Re: [PATCH 3/3] x86/mce: Use mce_prep_record() helpers for apei_smca_report_x86_error()

From: Borislav Petkov
Date: Fri Jun 14 2024 - 18:44:53 EST


On Fri, Jun 14, 2024 at 05:47:36PM -0400, Yazen Ghannam wrote:
> I don't see why it won't work. If there is no break, then the iterator
> ends by setting the variable past the last valid value.
>
> For example, I ran this on a system with 512 CPUs:
>
> unsigned int cpu;
>
> /* Loops over CPUs 0-511. */
> for_each_possible_cpu(cpu)
> pr_info("loop: cpu=%d\n", cpu);
>
> /* CPU is now set to 512. */
> pr_info("final: cpu=%d\n", cpu);
>
> /* CPU 512 is not possible. */
> pr_info("CPU %d is %s possible\n", cpu, cpu_possible(cpu) ? "" : "not");
>
> But...I like your suggestion as it is much more explicit. And I might be
> missing something. :/

I can think of at least three:

* CPU topology and the initial_apicid sometimes can get programmed wrong by the
* FW. Nothing new.

* nr_cpus= - you can enable less CPUs than actually physically present so an MCE
on a CPU which is not enabled by Linux will be -EINVAL

* possible_cpus= - pretty much the same thing

But I haven't actually tried them - am just looking at the code.

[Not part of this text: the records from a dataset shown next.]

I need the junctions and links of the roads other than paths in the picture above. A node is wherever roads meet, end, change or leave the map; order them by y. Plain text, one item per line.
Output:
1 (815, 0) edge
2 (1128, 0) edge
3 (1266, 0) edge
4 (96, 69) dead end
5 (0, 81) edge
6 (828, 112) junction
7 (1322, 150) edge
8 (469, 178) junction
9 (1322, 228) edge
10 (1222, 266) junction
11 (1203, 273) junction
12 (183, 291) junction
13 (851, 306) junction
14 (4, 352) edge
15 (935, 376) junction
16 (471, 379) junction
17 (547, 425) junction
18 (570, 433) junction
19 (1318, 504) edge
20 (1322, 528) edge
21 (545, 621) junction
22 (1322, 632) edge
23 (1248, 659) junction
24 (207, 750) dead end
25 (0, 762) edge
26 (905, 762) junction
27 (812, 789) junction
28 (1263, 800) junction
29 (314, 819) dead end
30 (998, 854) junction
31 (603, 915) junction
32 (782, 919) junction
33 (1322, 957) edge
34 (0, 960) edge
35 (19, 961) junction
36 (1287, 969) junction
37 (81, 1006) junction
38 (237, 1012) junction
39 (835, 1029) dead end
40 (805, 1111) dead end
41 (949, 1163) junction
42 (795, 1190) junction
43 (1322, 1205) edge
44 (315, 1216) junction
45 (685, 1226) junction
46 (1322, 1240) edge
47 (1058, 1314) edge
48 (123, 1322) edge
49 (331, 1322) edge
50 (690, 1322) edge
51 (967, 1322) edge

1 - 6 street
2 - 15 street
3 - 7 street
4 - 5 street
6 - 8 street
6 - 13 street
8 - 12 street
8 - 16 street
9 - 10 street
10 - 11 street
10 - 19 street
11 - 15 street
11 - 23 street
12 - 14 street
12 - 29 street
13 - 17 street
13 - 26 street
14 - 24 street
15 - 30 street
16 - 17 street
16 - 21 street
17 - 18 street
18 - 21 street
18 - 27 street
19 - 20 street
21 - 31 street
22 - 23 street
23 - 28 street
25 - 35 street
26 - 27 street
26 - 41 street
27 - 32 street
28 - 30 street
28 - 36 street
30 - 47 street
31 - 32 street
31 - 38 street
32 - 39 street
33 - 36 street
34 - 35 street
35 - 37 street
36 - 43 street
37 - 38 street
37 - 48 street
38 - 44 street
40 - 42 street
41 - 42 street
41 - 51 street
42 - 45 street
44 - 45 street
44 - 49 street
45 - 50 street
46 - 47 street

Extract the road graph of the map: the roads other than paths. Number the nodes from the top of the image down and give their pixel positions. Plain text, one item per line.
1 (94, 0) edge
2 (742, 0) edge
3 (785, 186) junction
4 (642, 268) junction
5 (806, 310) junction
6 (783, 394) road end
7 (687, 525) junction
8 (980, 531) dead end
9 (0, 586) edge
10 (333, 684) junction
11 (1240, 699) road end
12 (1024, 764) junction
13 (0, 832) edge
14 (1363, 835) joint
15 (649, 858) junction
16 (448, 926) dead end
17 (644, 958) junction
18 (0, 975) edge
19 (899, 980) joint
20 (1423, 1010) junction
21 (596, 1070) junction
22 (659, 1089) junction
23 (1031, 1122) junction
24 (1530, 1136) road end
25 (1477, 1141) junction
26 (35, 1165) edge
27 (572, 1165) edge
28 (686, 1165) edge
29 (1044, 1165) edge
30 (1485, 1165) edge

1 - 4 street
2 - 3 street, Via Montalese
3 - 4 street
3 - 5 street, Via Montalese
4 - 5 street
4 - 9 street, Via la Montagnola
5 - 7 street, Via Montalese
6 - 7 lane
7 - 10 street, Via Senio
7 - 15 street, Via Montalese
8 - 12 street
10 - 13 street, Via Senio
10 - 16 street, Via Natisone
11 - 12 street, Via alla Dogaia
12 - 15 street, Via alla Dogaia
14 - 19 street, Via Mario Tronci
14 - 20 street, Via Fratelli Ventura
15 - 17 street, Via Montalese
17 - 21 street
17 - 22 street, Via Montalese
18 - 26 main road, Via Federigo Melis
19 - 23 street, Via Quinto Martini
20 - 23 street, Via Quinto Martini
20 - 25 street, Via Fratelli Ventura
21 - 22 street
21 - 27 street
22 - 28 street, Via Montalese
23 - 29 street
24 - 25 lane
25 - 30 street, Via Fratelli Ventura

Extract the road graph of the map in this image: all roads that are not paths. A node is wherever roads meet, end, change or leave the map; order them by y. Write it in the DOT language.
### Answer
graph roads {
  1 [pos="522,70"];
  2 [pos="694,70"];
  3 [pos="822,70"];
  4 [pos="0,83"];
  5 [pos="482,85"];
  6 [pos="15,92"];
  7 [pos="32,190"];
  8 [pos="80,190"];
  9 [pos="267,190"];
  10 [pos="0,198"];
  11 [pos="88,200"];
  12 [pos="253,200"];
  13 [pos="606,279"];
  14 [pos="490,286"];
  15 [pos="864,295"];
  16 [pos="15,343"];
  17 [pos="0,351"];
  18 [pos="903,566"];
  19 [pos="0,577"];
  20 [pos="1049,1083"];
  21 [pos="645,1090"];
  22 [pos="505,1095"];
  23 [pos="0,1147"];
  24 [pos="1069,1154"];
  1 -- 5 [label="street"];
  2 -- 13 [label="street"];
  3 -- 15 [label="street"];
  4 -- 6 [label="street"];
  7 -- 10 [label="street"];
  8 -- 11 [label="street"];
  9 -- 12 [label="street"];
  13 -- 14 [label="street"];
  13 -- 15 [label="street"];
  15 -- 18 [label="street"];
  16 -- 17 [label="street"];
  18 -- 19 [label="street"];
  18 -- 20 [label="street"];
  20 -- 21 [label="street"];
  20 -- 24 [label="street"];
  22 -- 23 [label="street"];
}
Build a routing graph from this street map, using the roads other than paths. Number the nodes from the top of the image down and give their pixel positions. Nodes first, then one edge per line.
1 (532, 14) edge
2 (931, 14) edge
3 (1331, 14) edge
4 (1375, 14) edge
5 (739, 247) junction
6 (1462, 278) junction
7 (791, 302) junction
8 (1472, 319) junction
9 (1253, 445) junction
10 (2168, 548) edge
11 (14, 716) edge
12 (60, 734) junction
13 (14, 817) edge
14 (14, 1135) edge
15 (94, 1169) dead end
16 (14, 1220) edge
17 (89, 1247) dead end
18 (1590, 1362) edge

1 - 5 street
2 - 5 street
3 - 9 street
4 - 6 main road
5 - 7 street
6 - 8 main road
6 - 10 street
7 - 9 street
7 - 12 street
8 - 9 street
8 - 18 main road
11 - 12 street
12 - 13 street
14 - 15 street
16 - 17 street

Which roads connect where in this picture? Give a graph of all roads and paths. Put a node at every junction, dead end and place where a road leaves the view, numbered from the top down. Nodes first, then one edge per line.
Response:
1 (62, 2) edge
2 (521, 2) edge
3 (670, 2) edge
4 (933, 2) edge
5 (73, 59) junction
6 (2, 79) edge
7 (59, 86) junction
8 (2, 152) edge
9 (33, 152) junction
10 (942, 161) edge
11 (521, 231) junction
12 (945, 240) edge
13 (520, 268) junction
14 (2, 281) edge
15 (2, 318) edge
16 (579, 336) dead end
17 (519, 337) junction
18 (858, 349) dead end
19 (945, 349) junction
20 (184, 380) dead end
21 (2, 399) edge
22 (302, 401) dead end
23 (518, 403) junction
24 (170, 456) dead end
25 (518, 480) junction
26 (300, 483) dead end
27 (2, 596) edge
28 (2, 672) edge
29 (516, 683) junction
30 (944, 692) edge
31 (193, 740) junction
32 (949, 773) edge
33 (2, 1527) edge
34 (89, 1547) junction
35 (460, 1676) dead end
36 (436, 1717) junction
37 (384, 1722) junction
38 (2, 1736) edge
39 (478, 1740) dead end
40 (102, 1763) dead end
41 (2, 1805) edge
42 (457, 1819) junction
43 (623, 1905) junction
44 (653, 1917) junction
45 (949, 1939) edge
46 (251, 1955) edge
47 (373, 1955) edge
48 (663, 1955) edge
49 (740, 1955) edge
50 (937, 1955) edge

And yes, with the apicid_found boolean it is perfectly clear what's going on.

And looking at

convert_apicid_to_cpu()

which already does that loop, we probably should talk to tglx whether we can
simply export that helper.

And better yet if he's done some more helpful caching of the reverse mapping:
apicid to CPU number. As part of the topology rewrite. Because then we don't
need the loop at all.

Thx.

--
Regards/Gruss,
Boris.

https://people.kernel.org/tglx/notes-about-netiquette